─── INPUT MATERIAL
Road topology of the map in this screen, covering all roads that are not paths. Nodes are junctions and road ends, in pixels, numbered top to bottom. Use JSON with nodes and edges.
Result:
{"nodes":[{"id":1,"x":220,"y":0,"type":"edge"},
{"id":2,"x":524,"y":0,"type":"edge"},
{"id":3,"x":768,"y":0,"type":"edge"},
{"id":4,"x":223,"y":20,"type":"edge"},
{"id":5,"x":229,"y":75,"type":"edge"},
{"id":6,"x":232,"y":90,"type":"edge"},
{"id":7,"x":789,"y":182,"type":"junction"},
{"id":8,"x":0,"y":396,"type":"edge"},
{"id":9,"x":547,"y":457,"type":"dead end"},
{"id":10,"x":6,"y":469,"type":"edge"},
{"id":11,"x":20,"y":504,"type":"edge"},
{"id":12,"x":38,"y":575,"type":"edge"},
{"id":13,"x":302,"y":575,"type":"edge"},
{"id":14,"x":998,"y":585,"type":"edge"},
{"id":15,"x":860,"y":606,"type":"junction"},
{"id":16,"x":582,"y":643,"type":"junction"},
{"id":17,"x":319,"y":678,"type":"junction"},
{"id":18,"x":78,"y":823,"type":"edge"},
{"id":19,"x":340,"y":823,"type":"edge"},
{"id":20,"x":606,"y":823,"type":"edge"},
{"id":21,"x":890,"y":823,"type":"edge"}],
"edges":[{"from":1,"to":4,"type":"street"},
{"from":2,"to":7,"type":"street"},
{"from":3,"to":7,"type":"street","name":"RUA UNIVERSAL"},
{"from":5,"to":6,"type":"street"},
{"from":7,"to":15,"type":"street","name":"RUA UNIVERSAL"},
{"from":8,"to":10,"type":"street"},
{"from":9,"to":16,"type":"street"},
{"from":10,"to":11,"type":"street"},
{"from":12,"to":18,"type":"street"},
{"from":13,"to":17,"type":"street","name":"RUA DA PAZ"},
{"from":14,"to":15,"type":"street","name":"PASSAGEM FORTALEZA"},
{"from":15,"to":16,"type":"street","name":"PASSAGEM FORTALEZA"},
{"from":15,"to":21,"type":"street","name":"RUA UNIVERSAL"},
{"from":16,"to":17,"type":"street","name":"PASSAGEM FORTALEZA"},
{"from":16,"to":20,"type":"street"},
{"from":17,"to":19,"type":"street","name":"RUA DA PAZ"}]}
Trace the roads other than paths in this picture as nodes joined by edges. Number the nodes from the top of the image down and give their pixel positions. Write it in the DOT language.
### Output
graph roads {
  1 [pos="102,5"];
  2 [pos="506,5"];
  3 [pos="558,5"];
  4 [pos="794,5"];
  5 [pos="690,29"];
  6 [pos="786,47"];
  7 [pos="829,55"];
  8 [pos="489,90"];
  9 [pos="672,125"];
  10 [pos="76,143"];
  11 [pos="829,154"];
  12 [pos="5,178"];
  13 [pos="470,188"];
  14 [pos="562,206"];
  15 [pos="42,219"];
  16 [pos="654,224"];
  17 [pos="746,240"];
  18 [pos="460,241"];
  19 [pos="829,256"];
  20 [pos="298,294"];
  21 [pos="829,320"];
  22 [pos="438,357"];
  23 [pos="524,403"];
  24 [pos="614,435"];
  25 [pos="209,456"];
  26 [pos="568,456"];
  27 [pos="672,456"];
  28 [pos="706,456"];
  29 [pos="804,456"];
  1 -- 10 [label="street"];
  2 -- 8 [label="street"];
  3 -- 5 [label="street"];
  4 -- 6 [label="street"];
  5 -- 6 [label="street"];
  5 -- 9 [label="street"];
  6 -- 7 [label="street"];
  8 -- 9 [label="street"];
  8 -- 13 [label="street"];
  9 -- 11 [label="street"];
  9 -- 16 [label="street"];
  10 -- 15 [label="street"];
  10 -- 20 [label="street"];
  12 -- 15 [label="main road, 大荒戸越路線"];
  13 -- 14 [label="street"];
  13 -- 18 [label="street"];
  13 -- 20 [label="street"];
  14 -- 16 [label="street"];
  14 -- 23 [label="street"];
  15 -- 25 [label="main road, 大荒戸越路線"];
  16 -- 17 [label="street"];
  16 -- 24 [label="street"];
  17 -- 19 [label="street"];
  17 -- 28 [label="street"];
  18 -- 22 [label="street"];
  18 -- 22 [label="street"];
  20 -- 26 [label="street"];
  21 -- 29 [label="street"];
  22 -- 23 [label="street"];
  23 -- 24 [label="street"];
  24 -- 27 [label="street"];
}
──────
YOUR GOAL:
An answer is complete only when it holds every line above containing the string "main".

EXERCISE OUTPUT:
  12 -- 15 [label="main road, 大荒戸越路線"];
  15 -- 25 [label="main road, 大荒戸越路線"];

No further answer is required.